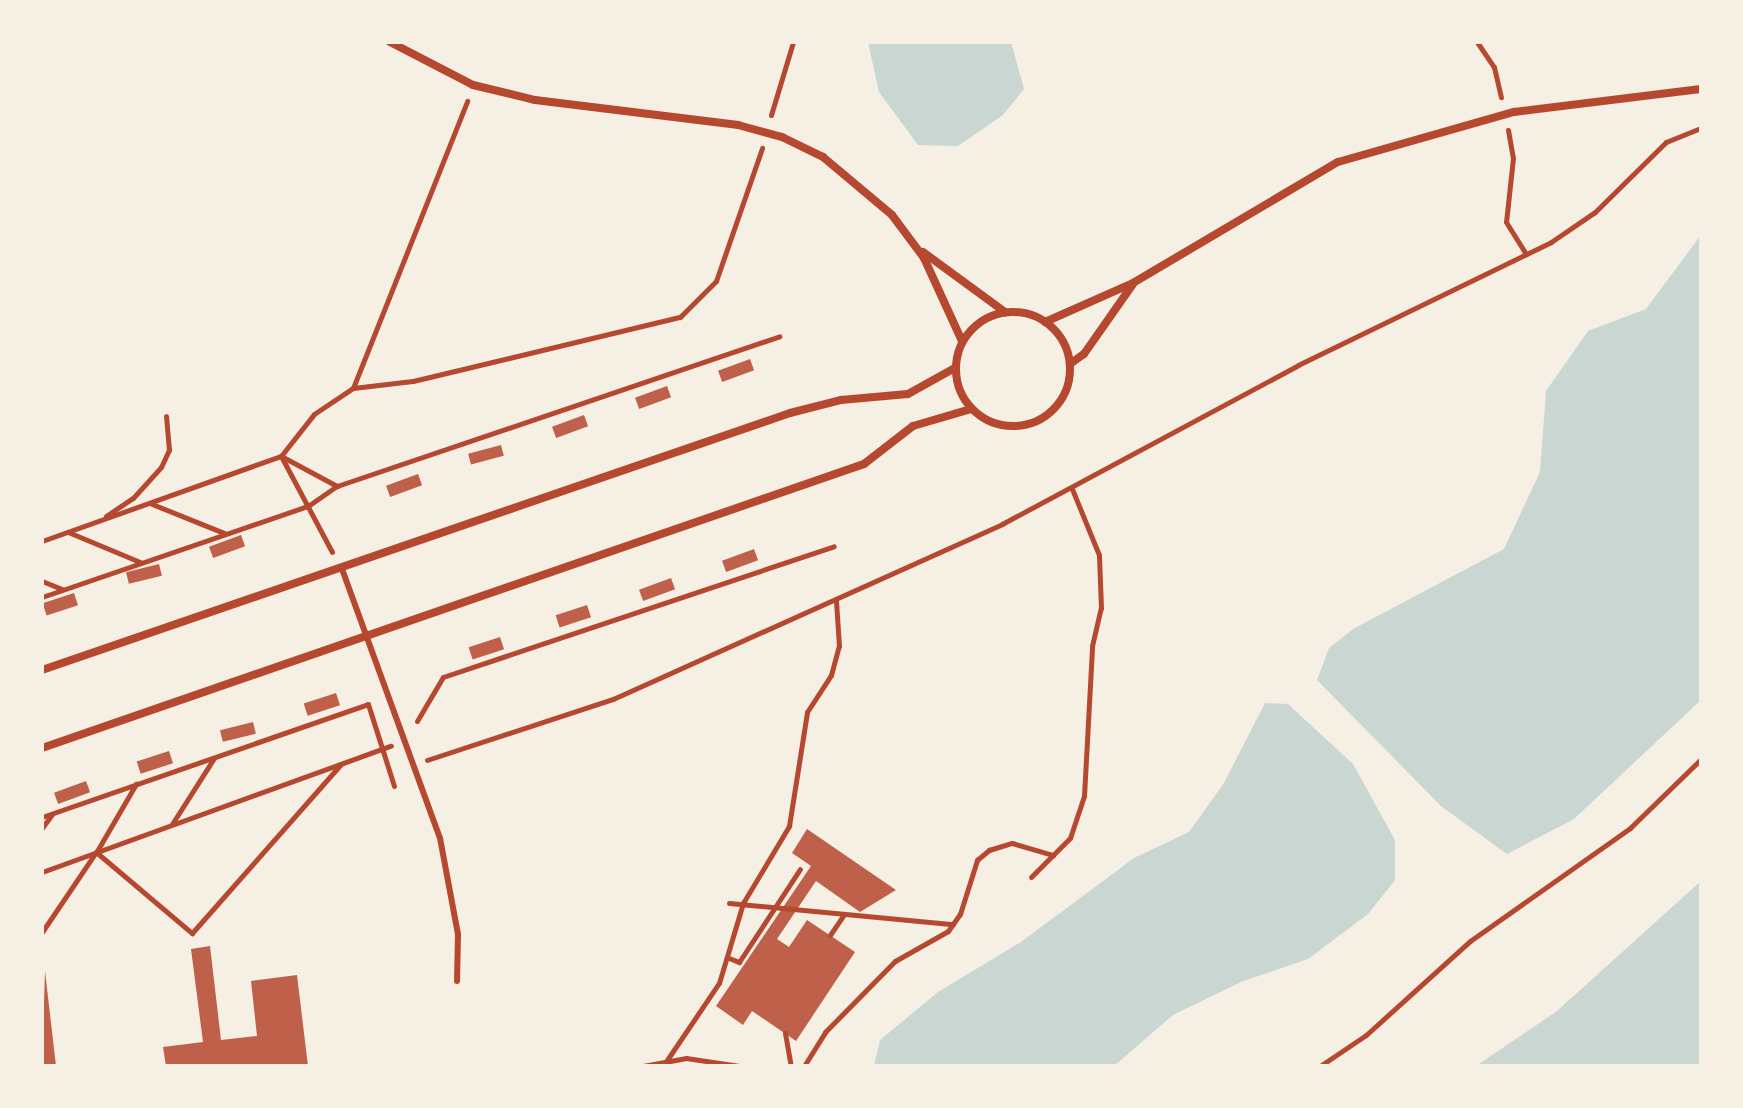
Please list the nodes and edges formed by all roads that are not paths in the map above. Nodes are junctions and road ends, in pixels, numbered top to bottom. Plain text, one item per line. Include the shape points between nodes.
1 (390, 42) edge
2 (1701, 89) edge
3 (916, 247) junction
4 (1133, 283) junction
5 (1005, 312) junction
6 (1045, 322) junction
7 (962, 341) junction
8 (1070, 364) junction
9 (955, 368) junction
10 (971, 409) junction
11 (342, 569) junction
12 (366, 636) junction
13 (42, 670) edge
14 (42, 748) edge
15 (457, 981) dead end

1 - 3 street via 473,85 535,100 766,132 823,157 860,183
2 - 4 street via 1504,114 1338,162
3 - 5 street
3 - 7 street
4 - 6 street
4 - 8 street via 1084,354
5 - 6 street
5 - 7 street via 973,327
6 - 8 street via 1066,348
7 - 9 street
8 - 10 street via 1062,398 1036,422 1002,426
9 - 10 street
9 - 11 street via 908,394 841,400 790,413
10 - 12 street via 913,426 864,464
11 - 12 lane
11 - 13 street
12 - 14 street
12 - 15 lane via 440,838 458,934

§

Retype the listing exactly. Skip every picture.

Please list the nodes and edges formed by all roads that are not paths in the map above. Nodes are junctions and road ends, in pixels, numbered top to bottom. Plain text, one item per line. Include the shape points between nodes.
1 (390, 42) edge
2 (1701, 89) edge
3 (916, 247) junction
4 (1133, 283) junction
5 (1005, 312) junction
6 (1045, 322) junction
7 (962, 341) junction
8 (1070, 364) junction
9 (955, 368) junction
10 (971, 409) junction
11 (342, 569) junction
12 (366, 636) junction
13 (42, 670) edge
14 (42, 748) edge
15 (457, 981) dead end

1 - 3 street via 473,85 535,100 766,132 823,157 860,183
2 - 4 street via 1504,114 1338,162
3 - 5 street
3 - 7 street
4 - 6 street
4 - 8 street via 1084,354
5 - 6 street
5 - 7 street via 973,327
6 - 8 street via 1066,348
7 - 9 street
8 - 10 street via 1062,398 1036,422 1002,426
9 - 10 street
9 - 11 street via 908,394 841,400 790,413
10 - 12 street via 913,426 864,464
11 - 12 lane
11 - 13 street
12 - 14 street
12 - 15 lane via 440,838 458,934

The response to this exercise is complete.